Панов помолчал, потом тихо произнес:

— Такое возможно. Если только ваши сведения точны… Больше я ничего не скажу, поскольку существует слишком много иных возможностей.

— Благодарю. — Конклин чуть замялся. — И последний вопрос. Допустим, существует дата — день и месяц, — имеющая значение в контексте легенды. Легенды этого человека-приманки…

— Нельзя ли поконкретнее?

— Хорошо. Это дата казни: убийства того человека, чья личность была затем использована в качестве приманки, при создании искусственного образа.

— То есть, очевидно, речь идет о дате, изъятой из легенды, но известной вашему человеку. Я вас правильно понял?

— Да, она ему известна. Скажем, он сам находился тогда на месте событий. Он мог бы вспомнить эту дату?

— Не в роли приманки.

— А в двух остальных ролях?

— Если предположить, что объекту дата тоже известна или ваш человек, воплощаясь в объект, «сообщил» ему, то да.

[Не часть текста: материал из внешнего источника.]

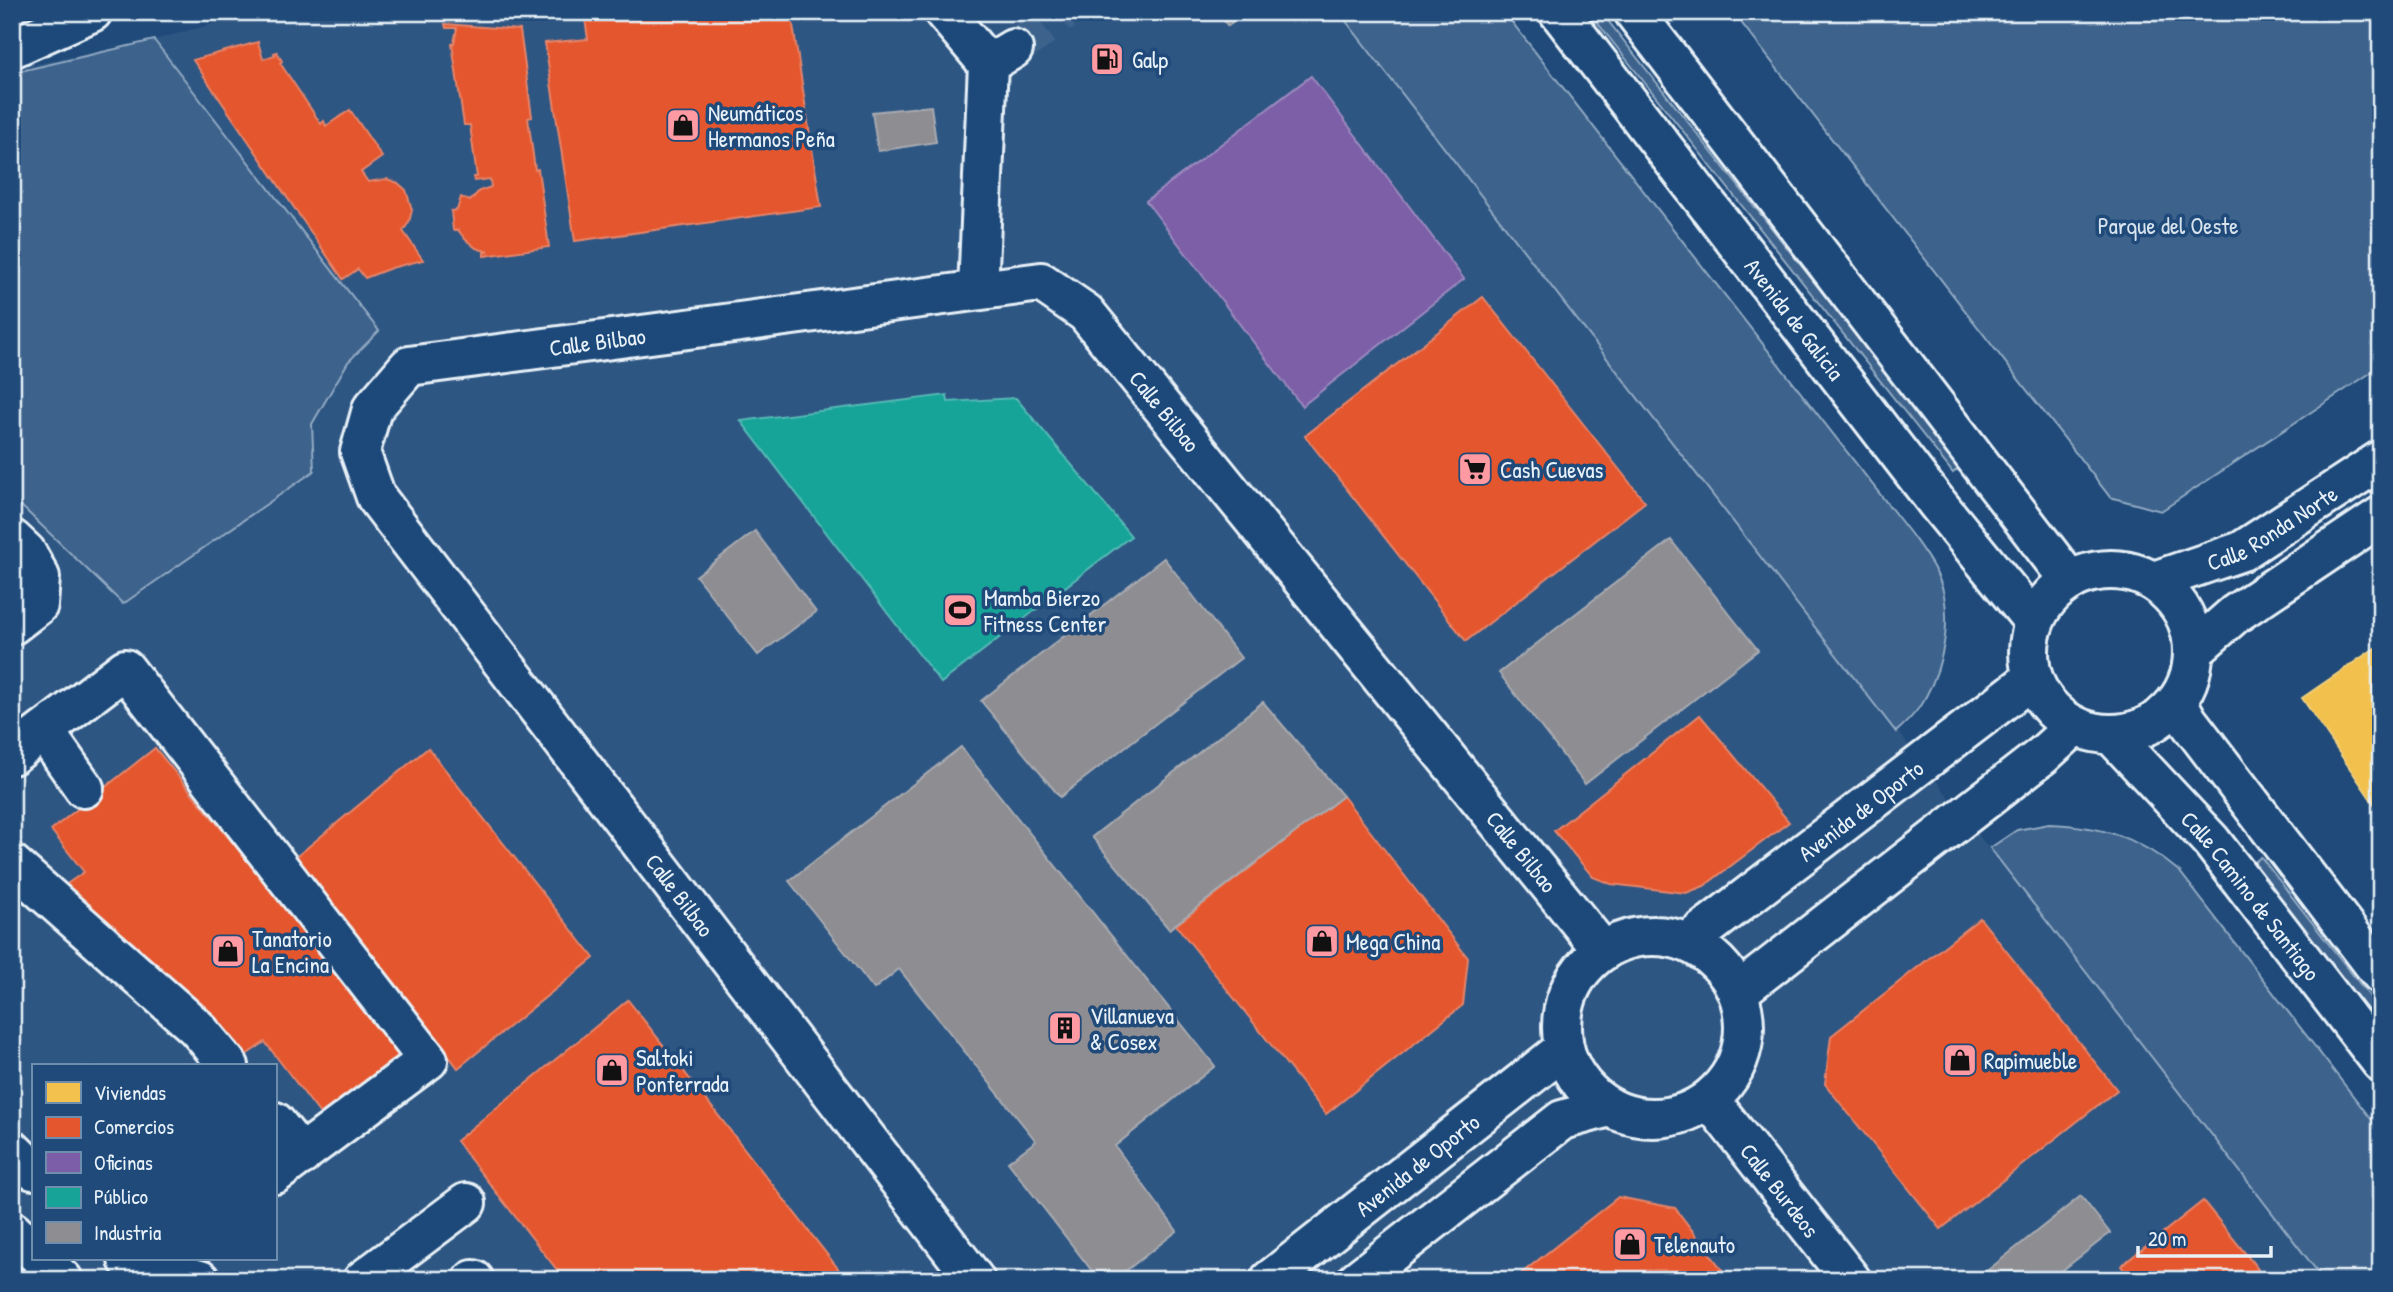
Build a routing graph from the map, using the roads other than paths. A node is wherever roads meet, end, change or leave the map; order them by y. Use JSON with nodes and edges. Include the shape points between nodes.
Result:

— Существует также место, где разрабатывался план и где был создан персонаж — приманка. Если бы наш человек находился вблизи данного места накануне известной даты — могло бы это подействовать на него? Может ли подобная информация всплыть из глубин его памяти и обрести особенное значение?

— Такое могло бы случиться, если бы ассоциировалось с местом смерти. Поскольку это место рождения приманки, возможно. В зависимости от того, кем из трех он будет себя ощущать.

— Предположим, объектом.

— Зная при этом местонахождение резиденции?

— Да, поскольку другому его «я» это было известно.

— Тогда его бы потянуло туда. Некое подсознательное побуждение.

— Какое?

— Убить приманку. Он может убивать всех, кто попадет в его поле зрения, но главной его целью будет человек-приманка. Он сам.

Александр Конклин положил телефонную трубку, в несуществующей ступне стучала боль, мысли мешались, чтобы дать им улечься, он закрыл глаза. Там, в Париже… на кладбище под Парижем, он ошибался. Он собирался убить человека, исходя из ложных посылок. Истинные причины были тогда недоступны его пониманию. Он действительно имел дело с сумасшедшим. С человеком, чьи поступки нельзя было объяснить двадцатилетним стажем разведчика, но которые становились понятны, если подумать о страданиях и утратах, бесконечных волнах жестокости… совершенно тщетных в итоге. Никто на самом деле ничего не знал. Ничто не имело смысла. Одного Карлоса ловили и убивали — чтобы назавтра место его занял другой. Для чего мы делали все это… Дэвид?

Дэвид. Наконец-то я произнес твое имя. Когда-то мы были знакомы, Дэвид… Дельта. Я знал твою жену и детей. Мы вместе выпивали да несколько раз обедали на дальних форпостах в Азии. Ты был лучшим на всем востоке офицером зарубежной службы, и все это знали. Тебе предстояло сделаться ключевой фигурой в осуществлении новой политики, час которой вот-вот должен был пробить. И тут случилось все это. Смерть, обрушившаяся с небес в Меконге. Ты стал другим человеком, Дэвид. Всем нам пришлось что-то терять, но лишь один из нас мог быть Дельтой в рядах «Медузы». Я плохо знал тебя — за два-три обеда не разглядишь человека, — но мало кто из нас превратился в скота. Ты стал им, Дельта.